Los "custodios" del cuerpo

Recuerda el hombre que era una linda mañana pero que al iniciar el descenso, las ráfagas de viento blanco y la nieve complejizaron la tarea. El cuerpo del pequeño en su fardo funerario fue trasladado por el equipo en una mochila. Al llegar de regreso con el hallazgo arqueológico, en la Universidad Nacional de Cuyo se realizó una ceremonia y se activaron todos los mecanismos necesarios para conservar el cuerpo y el ajuar de manera de evitar el deterioro. Un antiguo laboratorio del Conicet (el Larlac) donó un freezer adecuado para su conservación y cuidado, que desde entonces está a cargo de los/las especialistas del Instituto Nacional de Ciencias Humanas, Sociales y Ambientales (Incihusa) del Conicet. Pero había un desafío más y no menor: Mendoza no contaba con una legislación patrimonial. "Se generó un documento y la UNCuyo quedó como custodia del cuerpo", aclara el arqueólogo y detalla que a partir de allí se llevó a cabo una tarea muy compleja de conservación del cuerpo, el ajuar y los textiles que envolvían al niño.
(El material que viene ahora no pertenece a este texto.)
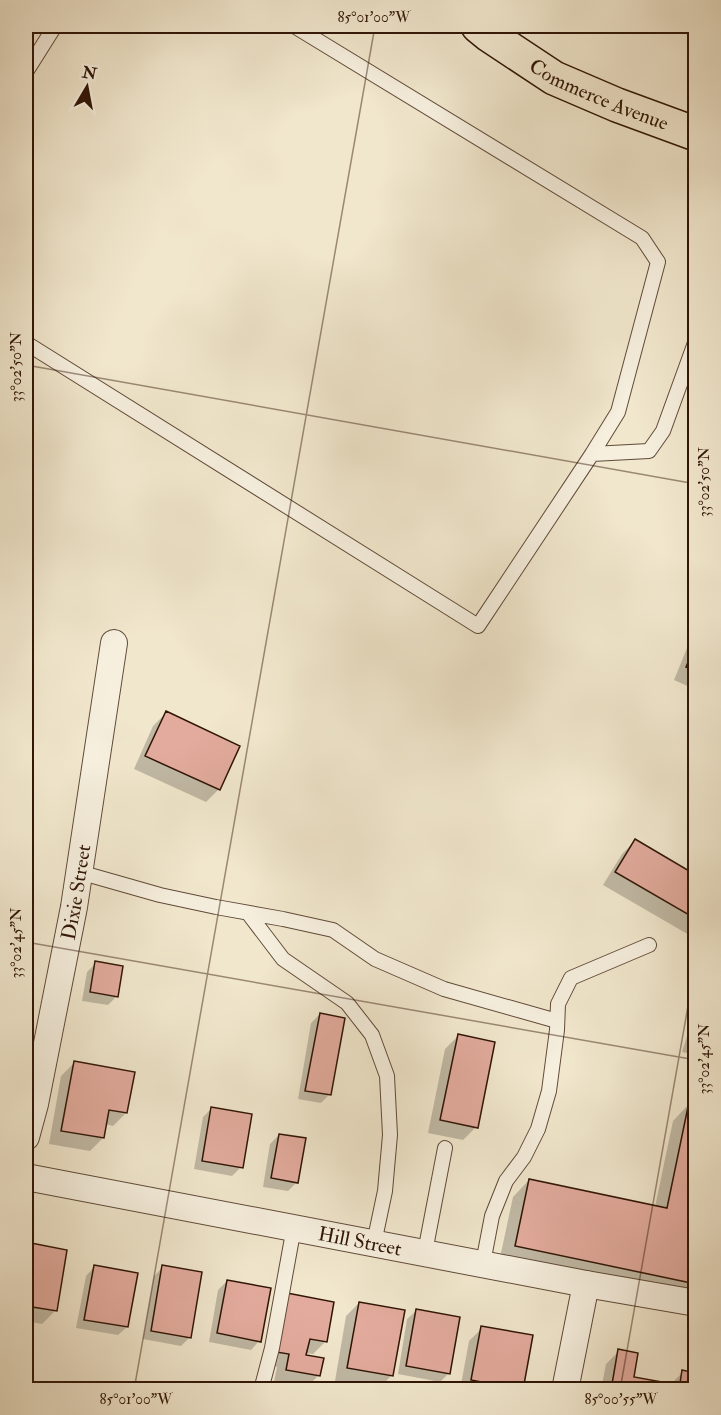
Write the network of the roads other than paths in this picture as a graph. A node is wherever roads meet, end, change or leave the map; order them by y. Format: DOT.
graph roads {
  1 [pos="55,26"];
  2 [pos="294,26"];
  3 [pos="478,26"];
  4 [pos="26,72"];
  5 [pos="696,134"];
  6 [pos="696,340"];
  7 [pos="26,343"];
  8 [pos="592,454"];
  9 [pos="114,643"];
  10 [pos="79,872"];
  11 [pos="248,913"];
  12 [pos="648,945"];
  13 [pos="558,1021"];
  14 [pos="26,1137"];
  15 [pos="445,1148"];
  16 [pos="26,1177"];
  17 [pos="294,1227"];
  18 [pos="374,1243"];
  19 [pos="425,1252"];
  20 [pos="483,1263"];
  21 [pos="586,1284"];
  22 [pos="696,1303"];
  23 [pos="261,1389"];
  24 [pos="565,1389"];
  1 -- 4 [label="lane"];
  2 -- 8 [label="lane"];
  3 -- 5 [label="main road, Commerce Avenue"];
  6 -- 8 [label="lane"];
  7 -- 8 [label="lane"];
  9 -- 10 [label="street, Dixie Street"];
  10 -- 11 [label="lane"];
  10 -- 14 [label="street, Dixie Street"];
  11 -- 13 [label="lane"];
  11 -- 18 [label="lane"];
  12 -- 13 [label="lane"];
  13 -- 20 [label="lane"];
  15 -- 19 [label="lane"];
  16 -- 17 [label="street, Hill Street"];
  17 -- 18 [label="street, Hill Street"];
  17 -- 23 [label="lane"];
  18 -- 19 [label="street, Hill Street"];
  19 -- 20 [label="street, Hill Street"];
  20 -- 21 [label="street, Hill Street"];
  21 -- 22 [label="street, Hill Street"];
  21 -- 24 [label="street"];
}
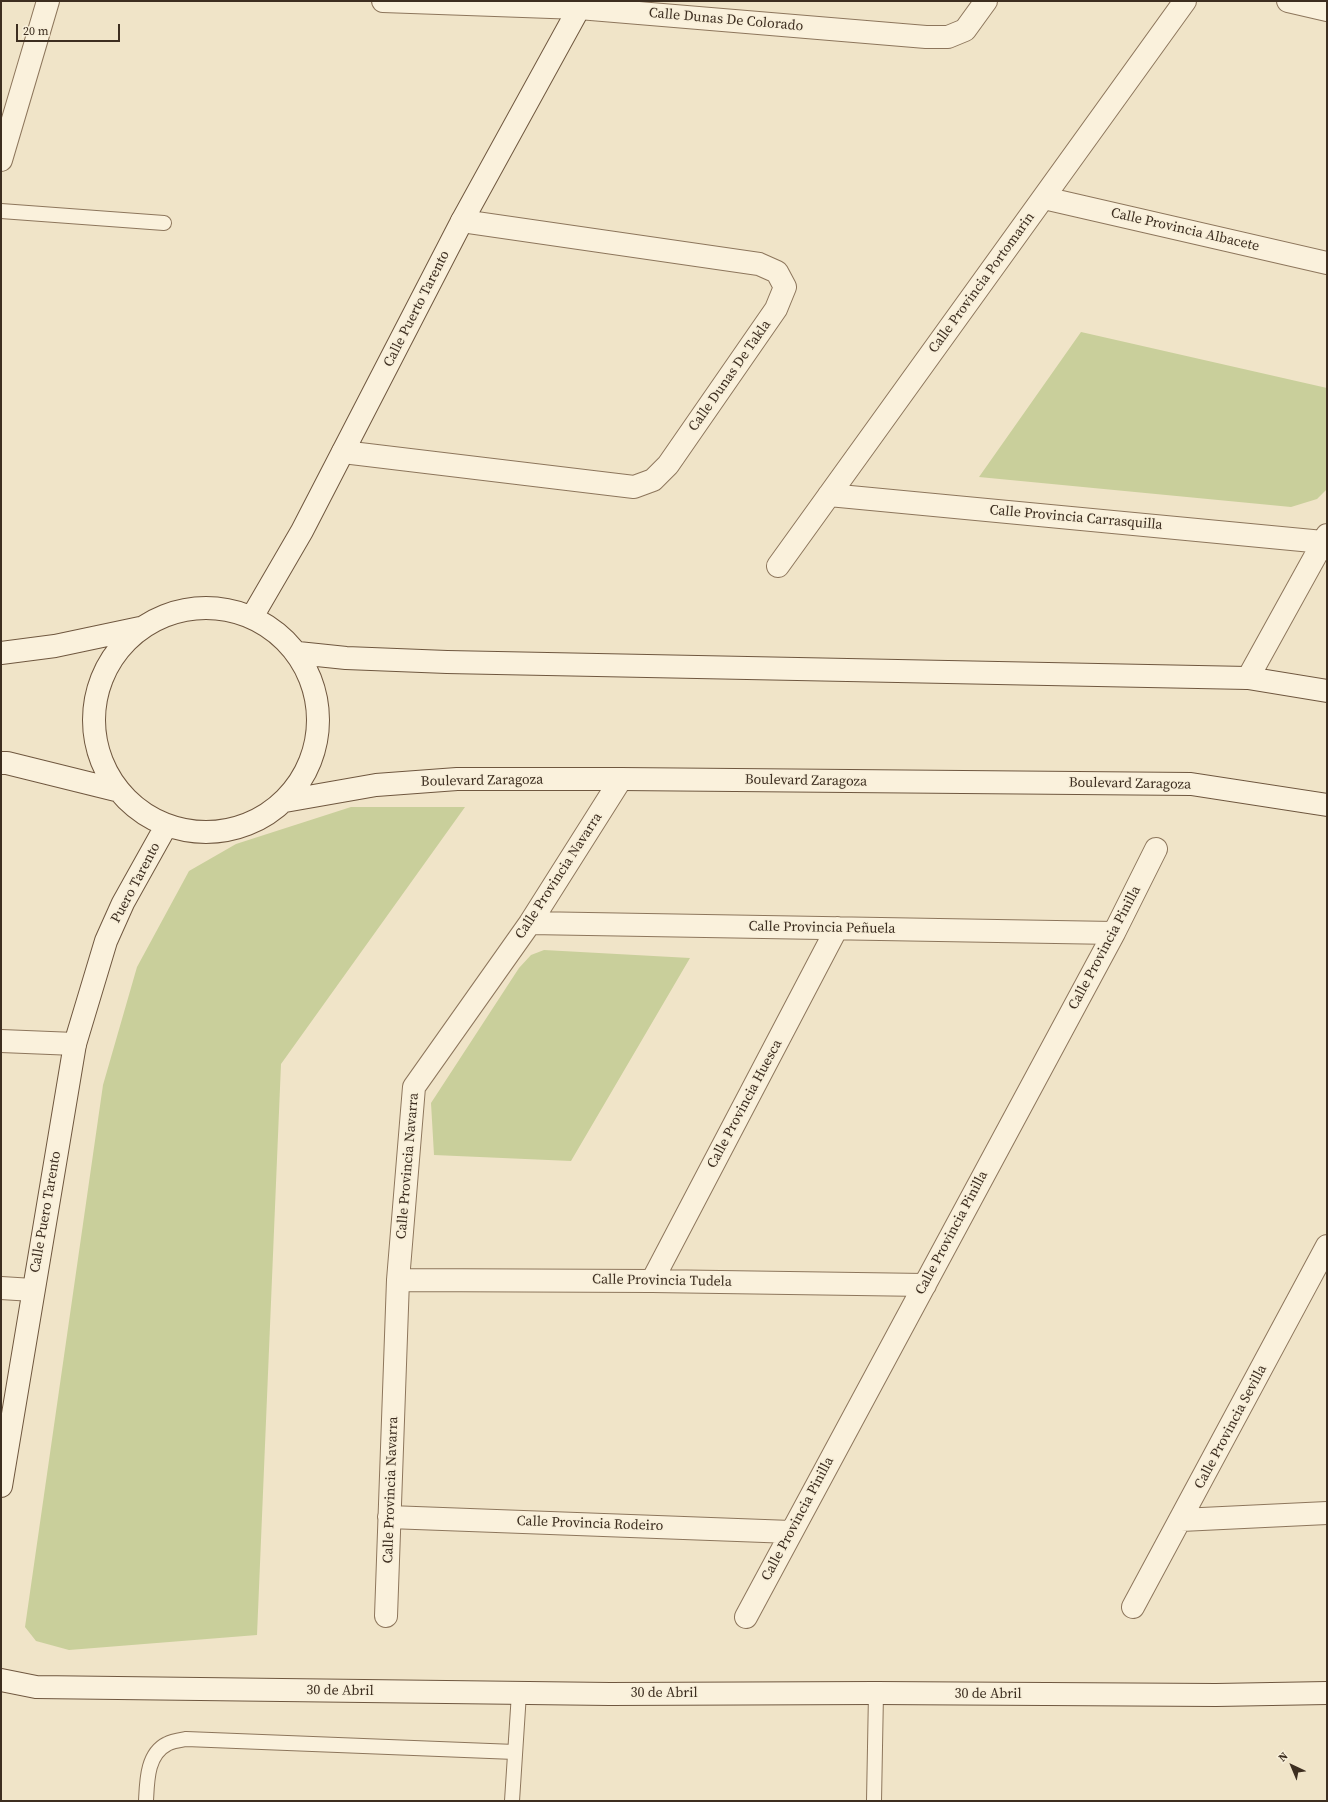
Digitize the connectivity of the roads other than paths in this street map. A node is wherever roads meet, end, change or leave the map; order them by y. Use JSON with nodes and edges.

El equipo que subió al cerro donde se encontraba la pieza en enero de 1985.

Se descubrió, por ejemplo, que el pequeño de ocho años había sido alimentado con maíz antes de ser sometido al sacrificio, tal como indicaban los rituales milenarios mantenidos por el pueblo inca. Investigadores de Barcelona realizaron pasados los años, estudios en el genoma del cuerpo del niño. Los resultados arrojados indicaron que perteneció a un linaje humano que ya no existe.
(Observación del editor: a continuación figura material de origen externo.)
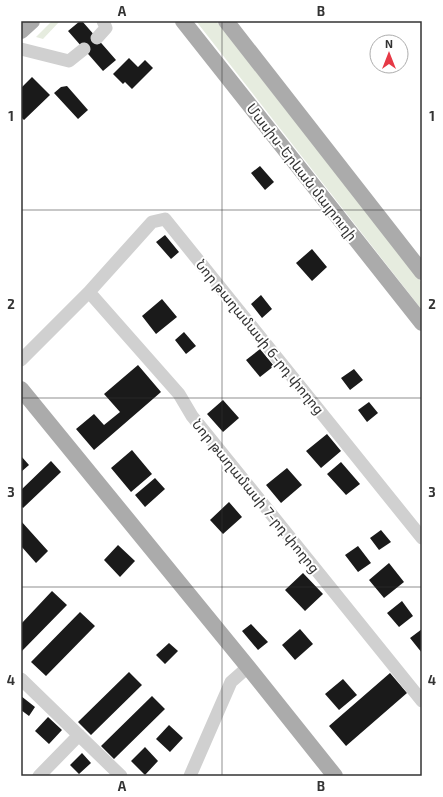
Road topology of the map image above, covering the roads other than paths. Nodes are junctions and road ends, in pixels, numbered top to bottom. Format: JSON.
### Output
{"nodes":[{"id":1,"x":32,"y":21,"type":"edge"},
{"id":2,"x":183,"y":21,"type":"edge"},
{"id":3,"x":226,"y":21,"type":"edge"},
{"id":4,"x":107,"y":23,"type":"edge"},
{"id":5,"x":21,"y":31,"type":"edge"},
{"id":6,"x":97,"y":38,"type":"dead end"},
{"id":7,"x":21,"y":49,"type":"edge"},
{"id":8,"x":84,"y":49,"type":"dead end"},
{"id":9,"x":422,"y":272,"type":"edge"},
{"id":10,"x":89,"y":292,"type":"junction"},
{"id":11,"x":422,"y":323,"type":"edge"},
{"id":12,"x":21,"y":360,"type":"edge"},
{"id":13,"x":21,"y":389,"type":"edge"},
{"id":14,"x":422,"y":538,"type":"edge"},
{"id":15,"x":248,"y":667,"type":"junction"},
{"id":16,"x":21,"y":679,"type":"edge"},
{"id":17,"x":422,"y":701,"type":"edge"},
{"id":18,"x":79,"y":735,"type":"junction"},
{"id":19,"x":39,"y":776,"type":"edge"},
{"id":20,"x":121,"y":776,"type":"edge"},
{"id":21,"x":190,"y":776,"type":"edge"},
{"id":22,"x":335,"y":776,"type":"edge"}],
"edges":[{"from":1,"to":5,"type":"main road"},
{"from":2,"to":11,"type":"main road","name":"Մասիս-Երևան մայրուղի"},
{"from":3,"to":9,"type":"main road"},
{"from":4,"to":6,"type":"street"},
{"from":7,"to":8,"type":"street"},
{"from":10,"to":12,"type":"street"},
{"from":10,"to":14,"type":"street","name":"Նոր թաղամասի 6-րդ փողոց"},
{"from":10,"to":17,"type":"street","name":"Նոր թաղամասի 7-րդ փողոց"},
{"from":13,"to":15,"type":"main road"},
{"from":15,"to":21,"type":"street"},
{"from":15,"to":22,"type":"main road"},
{"from":16,"to":18,"type":"street"},
{"from":18,"to":19,"type":"street"},
{"from":18,"to":20,"type":"street"}]}
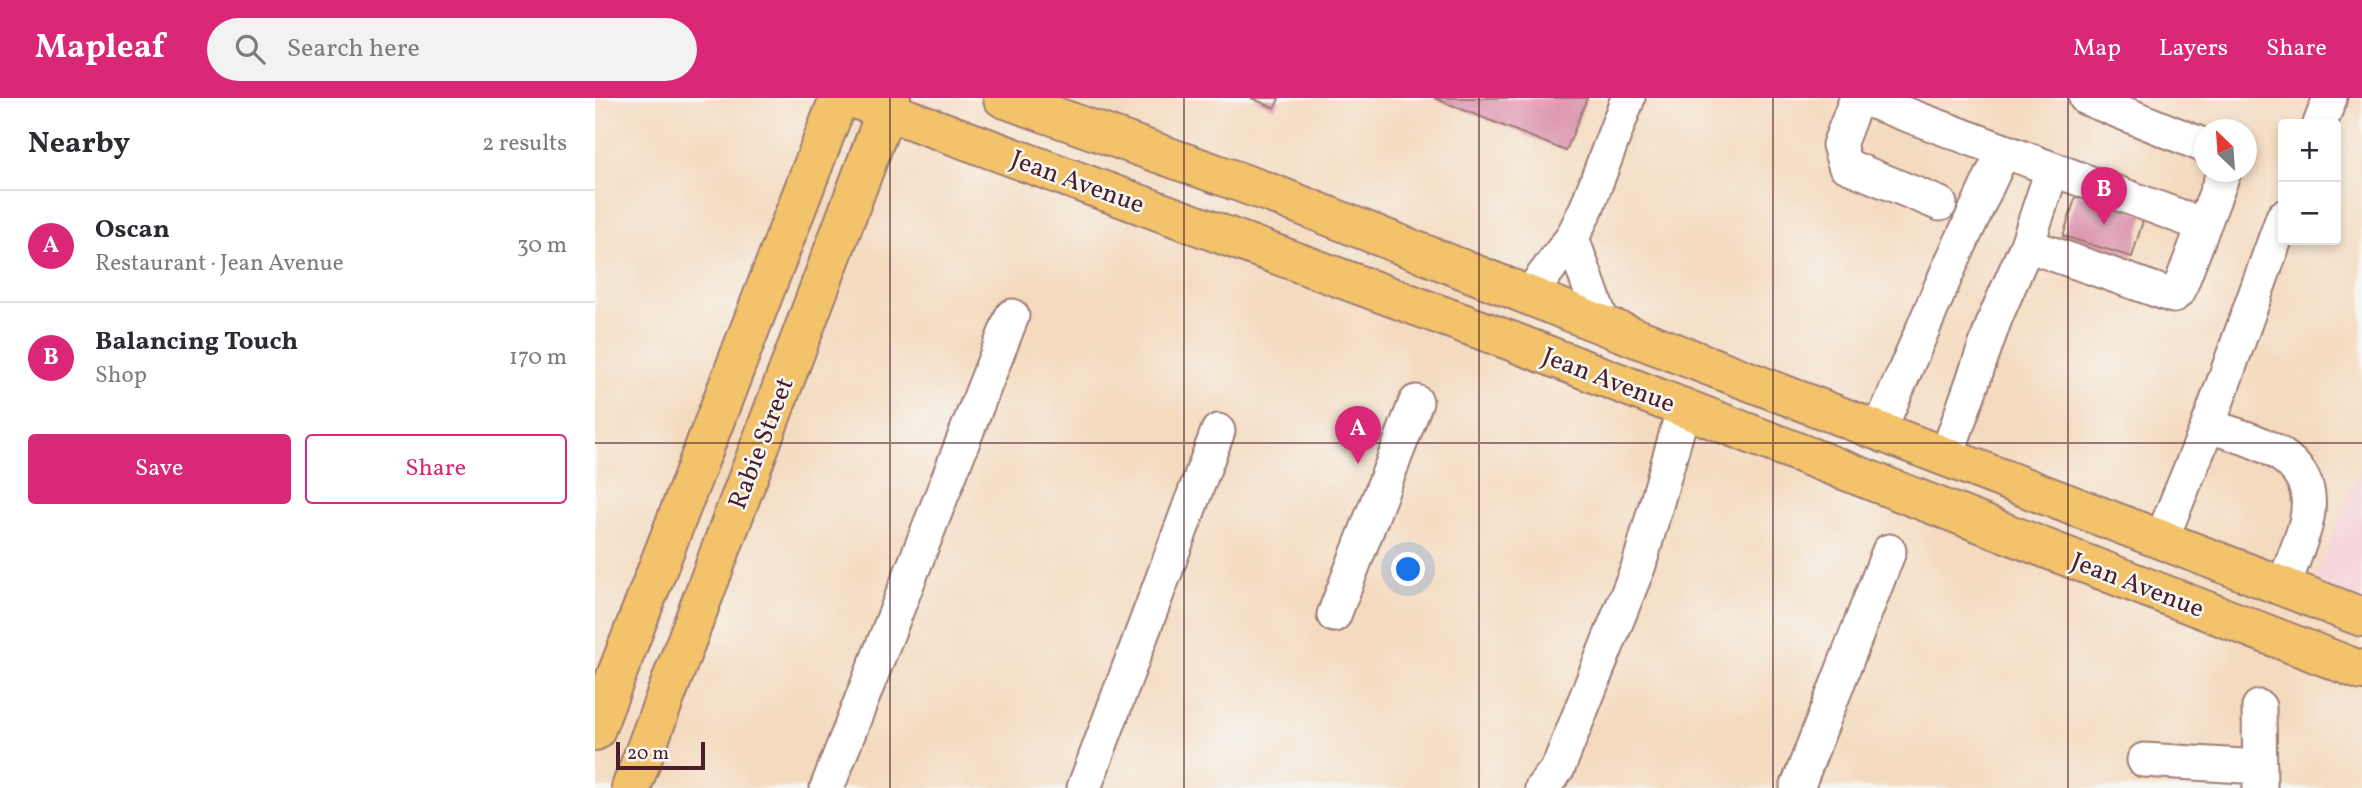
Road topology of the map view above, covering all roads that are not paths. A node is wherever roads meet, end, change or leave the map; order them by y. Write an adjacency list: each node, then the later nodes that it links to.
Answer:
1 (839, 98): 34 (main road, Rabie Street)
2 (1003, 98): 18 (main road, Jean Avenue)
3 (1628, 98): 16 (street)
4 (1859, 98): 10 (street); 13 (street)
5 (2086, 98): 9 (street)
6 (2330, 98): 8 (street)
7 (876, 103): 22 (main road, Jean Avenue); 37 (main road, Rabie Street)
8 (2322, 119)
9 (2194, 142)
10 (2003, 152): 11 (street); 25 (street)
11 (2052, 170): 14 (street); 17 (street)
12 (2220, 182): 14 (street)
13 (1940, 204)
14 (2203, 225): 17 (street)
15 (2278, 231): 23 (street)
16 (1572, 238): 18 (street); 20 (street)
17 (2027, 245): 26 (street)
18 (1529, 295): 20 (main road, Jean Avenue); 22 (main road)
19 (1012, 316): 38 (street)
20 (1603, 325): 25 (main road, Jean Avenue)
21 (1416, 402): 30 (street)
22 (1684, 407): 32 (main road, Jean Avenue); 40 (street)
23 (2208, 426): 27 (street); 29 (street)
24 (1219, 431): 39 (street)
25 (1879, 431): 26 (main road, Jean Avenue)
26 (1946, 457): 27 (main road, Jean Avenue)
27 (2161, 540): 29 (main road, Jean Avenue)
28 (1889, 551): 41 (street)
29 (2283, 587): 31 (main road, Jean Avenue)
30 (1334, 615)
31 (2362, 617)
32 (2362, 671)
33 (2259, 708): 36 (street)
34 (595, 731)
35 (2144, 760): 36 (street)
36 (2260, 778)
37 (631, 788)
38 (827, 788)
39 (1083, 788)
40 (1542, 788)
41 (1797, 788)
El sacrificio humano para "conformar" a los dioses

La Capac Cocha, explica el investigador, era una ceremonia impuesta por el Estado Inca, cuando ocurría un evento  muy importante, como un período de sequía o tras la muerte de un líder o un terremoto, por mencionar algunos ejemplos. "Los cerros eran considerados como entidades en sí mismas, eran para ellos donde habitaban los ancestros y los dioses, pero también eran el escenario de las mediciones del tiempo y las observaciones astronómicas que hacían los religiosos. De ese modo, se calculaba, por ejemplo, si habría un buen período de cosecha o no", explica el docente y aclara que eso explica la fascinación del Imperio Inca por el Aconcagua.
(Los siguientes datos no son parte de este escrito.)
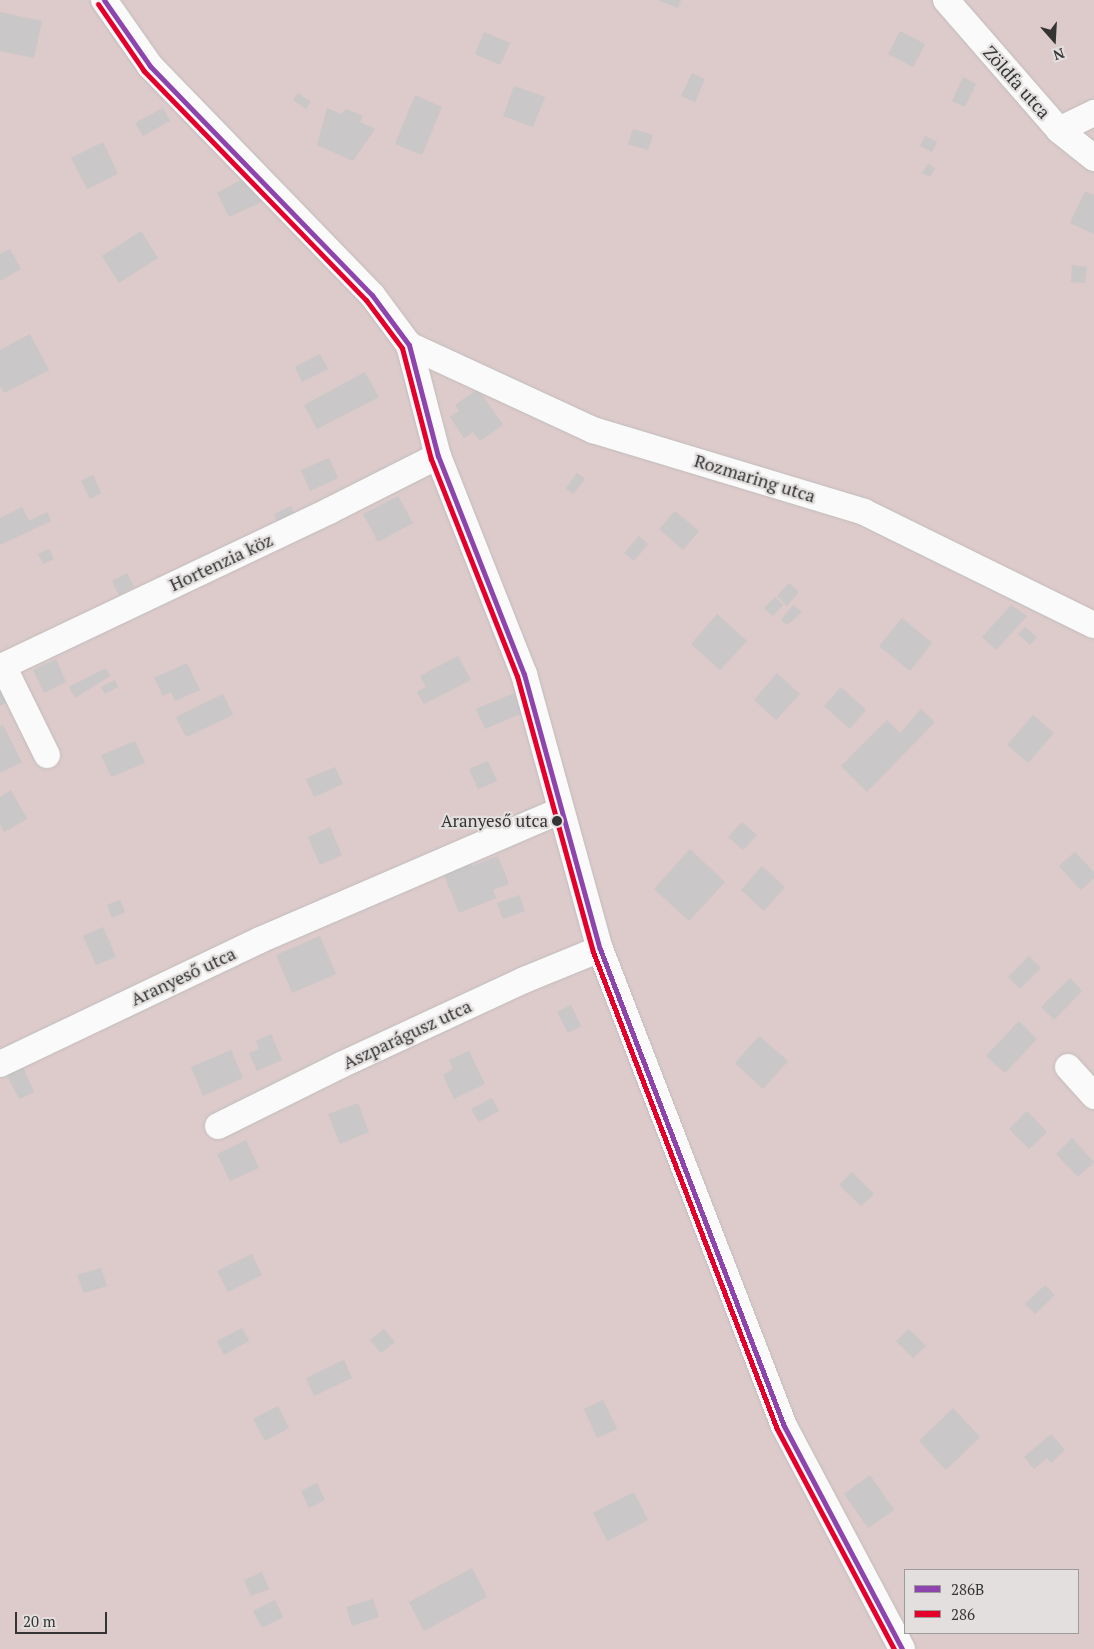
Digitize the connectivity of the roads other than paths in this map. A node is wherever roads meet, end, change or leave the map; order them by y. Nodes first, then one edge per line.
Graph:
1 (104, 0) edge
2 (946, 0) edge
3 (1094, 113) edge
4 (1059, 130) junction
5 (1094, 158) edge
6 (410, 345) junction
7 (438, 456) junction
8 (1094, 625) edge
9 (1, 663) edge
10 (47, 755) dead end
11 (560, 811) junction
12 (600, 949) junction
13 (0, 1064) edge
14 (1068, 1067) dead end
15 (1094, 1096) edge
16 (218, 1126) dead end
17 (902, 1649) edge

1 - 6 street
2 - 4 street, Zöldfa utca
3 - 4 street
4 - 5 street, Zöldfa utca
6 - 7 street
6 - 8 street, Rozmaring utca
7 - 9 street, Hortenzia köz
7 - 11 street
9 - 10 street, Hortenzia köz
11 - 12 street
11 - 13 street, Aranyeső utca
12 - 16 street, Aszparágusz utca
12 - 17 street
14 - 15 street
En el marco de estas prácticas era que la ceremonia de sacrificar a niños o niñas de pueblos que eran sojuzgados por el imperio tenía tras de sí un simbolismo de poderío. "Se trataba de una propaganda política y religiosa en el marco de un Estado que se expandía a través del uso de la fuerza", profundiza el antropólogo y sienta su postura al explicar que en realidad, el "Niño del Aconcagua" no tiene descendientes directos, sino que forma parte de la historia de la humanidad y de los mendocinos en particular. "Por eso, lo que se debe hacer es conservarlo de manera respetuosa, por lo que se requiere de un consenso más de fondo antes de pensar en su restitución", dice con cautela el científico al hablar del cuerpo del pequeño cuerpo hallado en las alturas de la cordillera aquél 8 de enero, hace casi cuatro décadas.